I am trying to find the distribution of first hitting times of a 2D biased random walk to reach a set of points in $\mathbb{R}^2$. I found the answer for the 1D case of brownian motion here https://en.wikipedia.org/wiki/First-hitting-time_model but there are no references and no work to get to that result. I would like suggestions about how to do it for my case or references on this matter.

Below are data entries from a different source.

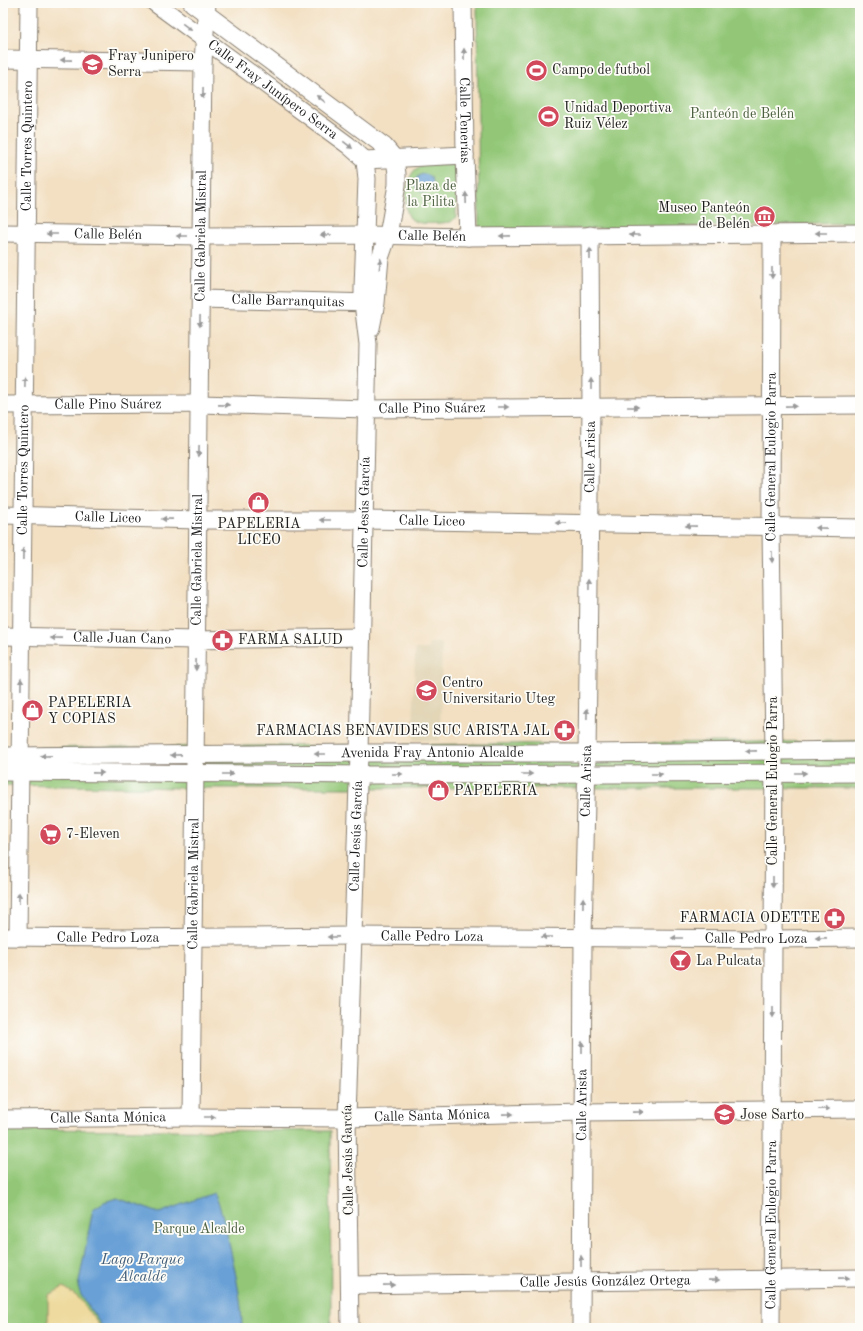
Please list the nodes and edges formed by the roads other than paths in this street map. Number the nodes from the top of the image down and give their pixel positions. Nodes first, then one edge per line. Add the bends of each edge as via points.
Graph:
1 (29, 3) edge
2 (156, 3) edge
3 (192, 3) edge
4 (464, 3) edge
5 (207, 8) edge
6 (204, 40) junction
7 (3, 59) edge
8 (28, 59) junction
9 (203, 62) junction
10 (465, 155) junction
11 (395, 158) junction
12 (365, 160) junction
13 (3, 233) edge
14 (860, 233) edge
15 (26, 234) junction
16 (772, 234) junction
17 (365, 235) junction
18 (388, 235) junction
19 (590, 235) junction
20 (201, 236) junction
21 (468, 237) junction
22 (200, 299) junction
23 (369, 303) junction
24 (199, 404) junction
25 (3, 405) edge
26 (860, 405) edge
27 (24, 406) junction
28 (771, 406) junction
29 (591, 407) junction
30 (366, 408) junction
31 (3, 515) edge
32 (23, 516) junction
33 (198, 520) junction
34 (364, 520) junction
35 (590, 524) junction
36 (771, 527) junction
37 (860, 528) edge
38 (3, 636) edge
39 (22, 637) junction
40 (361, 637) junction
41 (196, 640) junction
42 (774, 750) junction
43 (860, 750) edge
44 (359, 753) junction
45 (587, 753) junction
46 (195, 754) junction
47 (3, 756) edge
48 (20, 764) junction
49 (3, 772) edge
50 (773, 773) junction
51 (860, 773) edge
52 (195, 774) junction
53 (358, 774) junction
54 (586, 774) junction
55 (352, 936) junction
56 (11, 937) edge
57 (583, 937) junction
58 (193, 938) junction
59 (860, 938) edge
60 (773, 939) junction
61 (860, 1109) edge
62 (772, 1110) junction
63 (582, 1112) junction
64 (191, 1117) junction
65 (346, 1118) junction
66 (3, 1119) edge
67 (860, 1278) edge
68 (772, 1279) junction
69 (581, 1282) junction
70 (350, 1285) junction
71 (350, 1328) edge
72 (581, 1328) edge
73 (772, 1328) edge

1 - 8 street, Calle Torres Quintero
2 -> 6 street, Calle Fray Junípero Serra
3 - 5 street, Calle Fray Junípero Serra
10 -> 4 street, Calle Tenerías
5 - 6 street, Calle Gabriela Mistral
11 -> 5 street, Calle Fray Junípero Serra via 384,146
6 - 9 street, Calle Gabriela Mistral
6 -> 12 street, Calle Fray Junípero Serra
7 - 8 street
9 -> 8 street
8 - 15 street, Calle Torres Quintero
9 -> 20 street, Calle Gabriela Mistral
10 - 11 street
21 -> 10 street, Calle Tenerías
11 - 12 street
11 - 18 street, Calle Jesús García via 397,185
12 - 17 street, Calle Jesús García
13 - 15 street, Calle Belén
14 -> 16 street, Calle Belén
20 -> 15 street, Calle Belén
27 -> 15 street, Calle Torres Quintero
16 -> 19 street, Calle Belén
16 -> 28 street, Calle General Eulogio Parra
17 - 18 street, Calle Belén
17 -> 20 street, Calle Belén
17 - 23 street, Calle Jesús García
18 - 21 street, Calle Belén
23 -> 18 street, Calle Jesús García
19 -> 21 street, Calle Belén
29 -> 19 street, Calle Arista
20 - 22 street, Calle Gabriela Mistral
22 - 23 street, Calle Barranquitas
22 -> 24 street, Calle Gabriela Mistral
23 - 30 street, Calle Jesús García
24 - 27 street, Calle Pino Suárez
24 -> 30 street, Calle Pino Suárez
24 -> 33 street, Calle Gabriela Mistral
25 - 27 street, Calle Pino Suárez
28 -> 26 street, Calle Pino Suárez
27 - 32 street, Calle Torres Quintero
29 -> 28 street, Calle Pino Suárez
28 - 36 street, Calle General Eulogio Parra
30 -> 29 street, Calle Pino Suárez
29 - 35 street, Calle Arista
30 - 34 street, Calle Jesús García
31 - 32 street, Calle Liceo
33 -> 32 street, Calle Liceo
39 -> 32 street, Calle Torres Quintero
34 -> 33 street, Calle Liceo
33 - 41 street, Calle Gabriela Mistral
35 -> 34 street, Calle Liceo
34 - 40 street, Calle Jesús García
36 -> 35 street, Calle Liceo
45 -> 35 street, Calle Arista
37 -> 36 street, Calle Liceo
36 -> 42 street, Calle General Eulogio Parra
38 - 39 street, Calle Juan Cano
41 -> 39 street, Calle Juan Cano
48 -> 39 street, Calle Torres Quintero
40 - 41 street, Calle Juan Cano
40 - 44 street, Calle Jesús García
41 -> 46 street, Calle Gabriela Mistral
42 - 43 street, Avenida Fray Antonio Alcalde
42 -> 45 street, Avenida Fray Antonio Alcalde
42 - 50 street, Calle General Eulogio Parra
44 - 45 street, Avenida Fray Antonio Alcalde
44 -> 46 street, Avenida Fray Antonio Alcalde
44 - 53 street, Calle Jesús García
45 - 54 street, Calle Arista
46 -> 48 street, Avenida Fray Antonio Alcalde
46 - 52 street, Calle Gabriela Mistral
47 - 48 street, Avenida Fray Antonio Alcalde
48 - 49 street, Avenida Fray Antonio Alcalde
48 -> 52 street, Avenida Fray Antonio Alcalde
56 -> 48 street, Calle Torres Quintero
50 -> 51 street, Avenida Fray Antonio Alcalde
54 -> 50 street, Avenida Fray Antonio Alcalde
50 -> 60 street, Calle General Eulogio Parra
52 -> 53 street, Avenida Fray Antonio Alcalde
52 - 58 street, Calle Gabriela Mistral
53 -> 54 street, Avenida Fray Antonio Alcalde
53 - 55 street, Calle Jesús García
57 -> 54 street, Calle Arista
57 -> 55 street, Calle Pedro Loza
55 -> 58 street, Calle Pedro Loza
55 - 65 street, Calle Jesús García
56 - 58 street, Calle Pedro Loza
60 -> 57 street, Calle Pedro Loza
63 -> 57 street, Calle Arista
58 - 64 street, Calle Gabriela Mistral
59 -> 60 street, Calle Pedro Loza
60 -> 62 street, Calle General Eulogio Parra
62 -> 61 street, Calle Santa Mónica
63 -> 62 street, Calle Santa Mónica
62 - 68 street, Calle General Eulogio Parra
65 -> 63 street, Calle Santa Mónica
69 -> 63 street, Calle Arista
64 -> 65 street, Calle Santa Mónica
64 - 66 street, Calle Santa Mónica
65 - 70 street, Calle Jesús García
68 -> 67 street, Calle Jesús González Ortega
69 -> 68 street, Calle Jesús González Ortega
68 - 73 street, Calle General Eulogio Parra
70 -> 69 street, Calle Jesús González Ortega
69 - 72 street, Calle Arista
70 - 71 street, Calle Jesús García

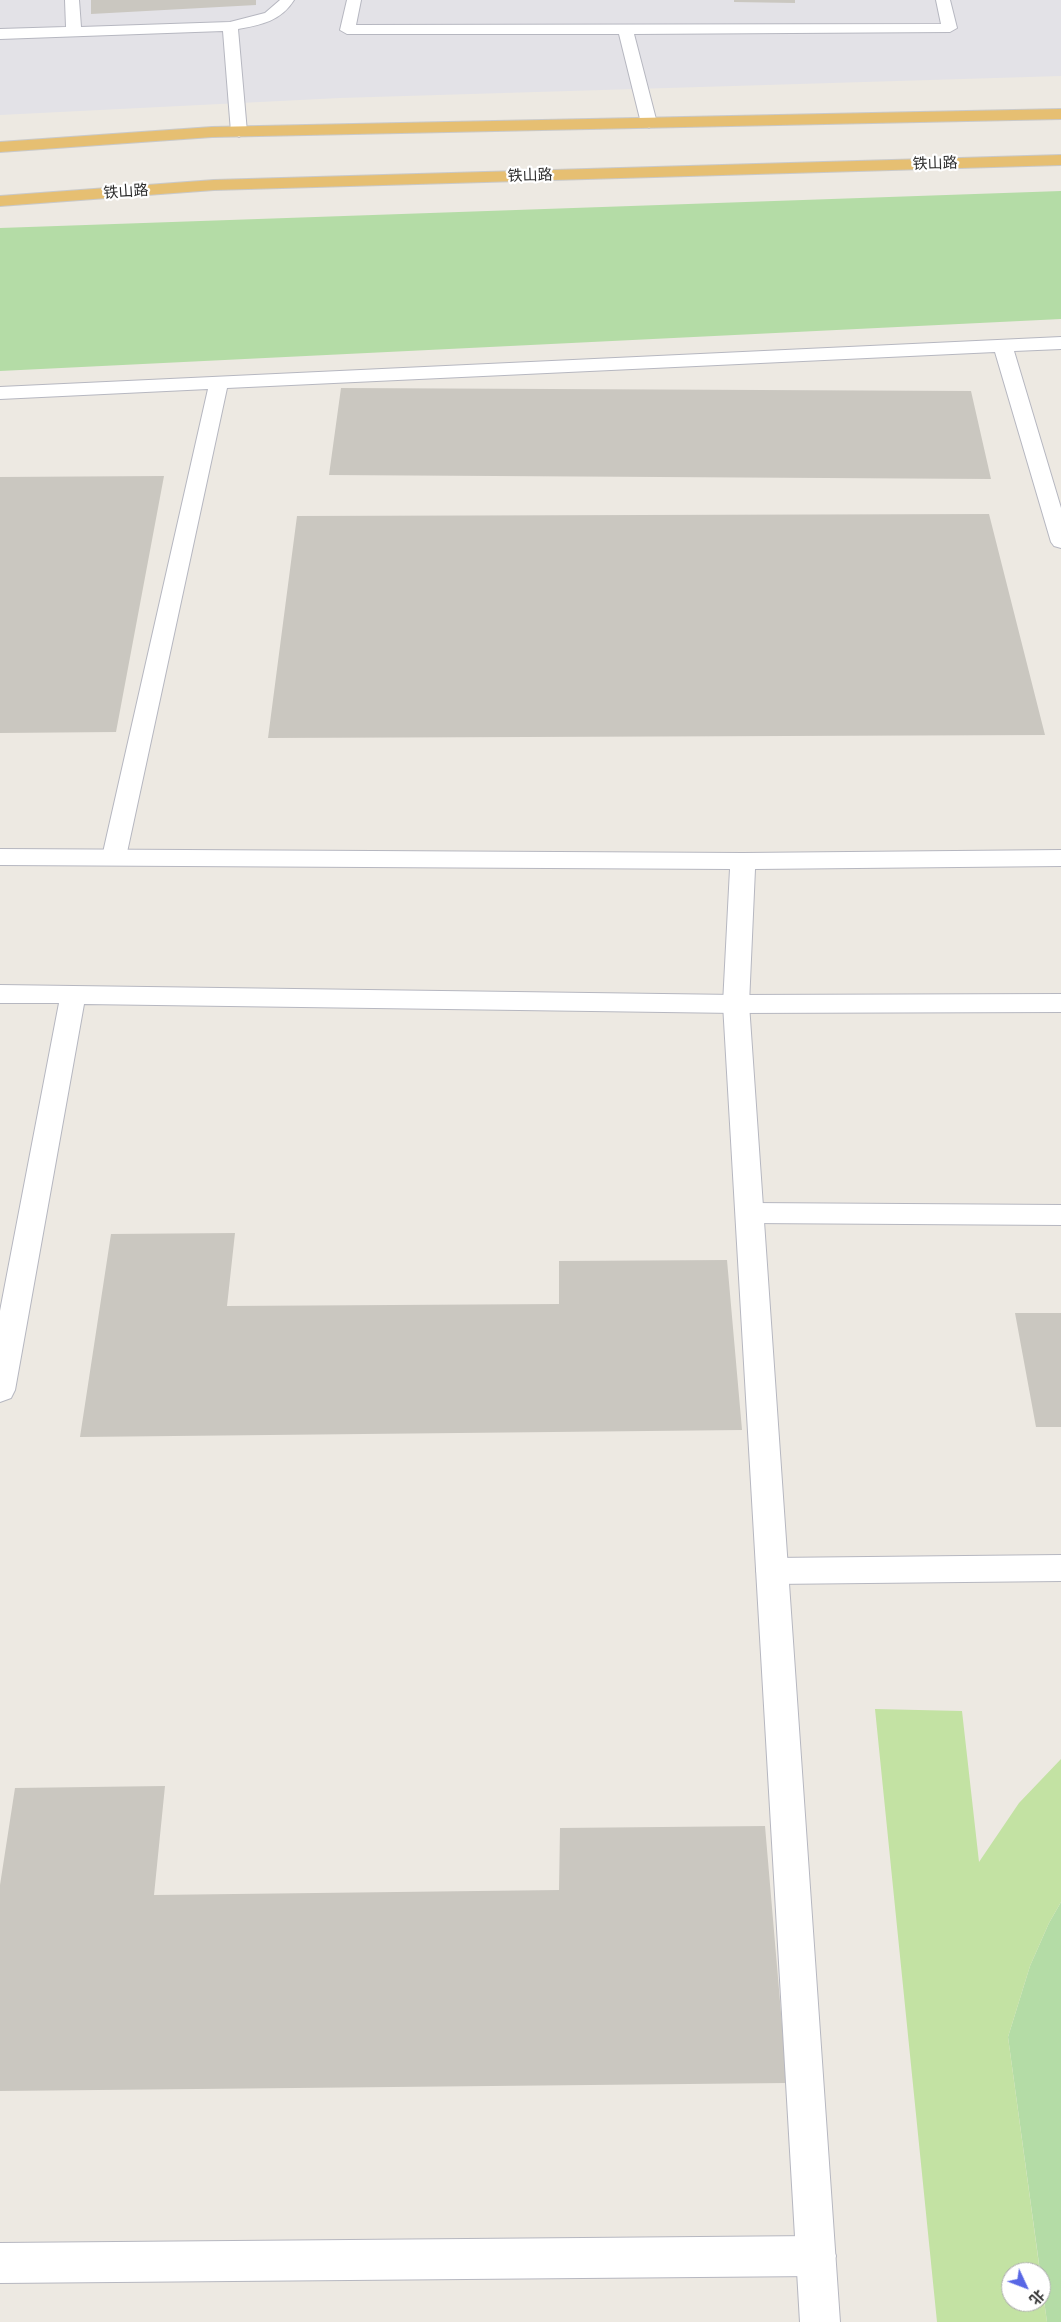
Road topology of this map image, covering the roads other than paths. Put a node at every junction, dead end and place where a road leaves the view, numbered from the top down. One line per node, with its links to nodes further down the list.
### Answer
1 (72, 0): 7 (street)
2 (287, 0): 5 (street)
3 (354, 0): 6 (street)
4 (943, 0): 6 (street)
5 (230, 26): 7 (street); 11 (street)
6 (625, 29): 10 (street)
7 (74, 31): 8 (street)
8 (0, 34)
9 (1061, 114): 10 (highway)
10 (649, 123): 11 (highway)
11 (240, 132): 12 (highway)
12 (0, 147)
13 (1061, 160): 14 (highway, 铁山路)
14 (0, 201)
15 (1061, 343): 16 (street)
16 (1003, 346): 17 (street); 19 (street)
17 (219, 383): 18 (street); 21 (street)
18 (0, 393)
19 (1061, 542)
20 (0, 857): 21 (street)
21 (114, 858): 23 (street)
22 (1061, 858): 23 (street)
23 (742, 861): 27 (street)
24 (0, 994): 25 (street)
25 (73, 995): 27 (street); 30 (street)
26 (1061, 1003): 27 (street)
27 (736, 1004): 28 (street)
28 (750, 1213): 29 (street); 32 (street)
29 (1061, 1215)
30 (0, 1390)
31 (1061, 1568): 32 (street)
32 (772, 1571): 33 (street)
33 (816, 2256): 34 (street); 35 (street)
34 (0, 2262)
35 (820, 2322)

The formula I would like to find should be similar to the one for the 1D case
$f(t)\equiv\frac{|x_c-x_0|}{\sqrt{4\pi Dt^3}} \exp\left(- \frac{(x_c-x_0)^2}{4Dt}\right)$
Let $B_t = (B_t^x, B_t^y)$ be a 2-dimensional Brownian motion. In particular $B_t^x$ and $B_t^y$ are independent $1$-dimensional Brownian motions. Define the first hitting time of the line $L_{x_0} = \{(x,y) \in \mathbb{R}^2 \, : \,x=x_0 \}$ by $$\tau = \inf\{ t>0 \, : \, B_t \in L_c\} = \inf\{ t>0 \, : \, B_t^x = x_0\}$$ From the one-dimensional result it follows that $$f_\tau(t)\equiv\frac{|x_c-x_0|}{\sqrt{4\pi Dt^3}} \exp\left(- \frac{(x_c-x_0)^2}{4Dt}\right)$$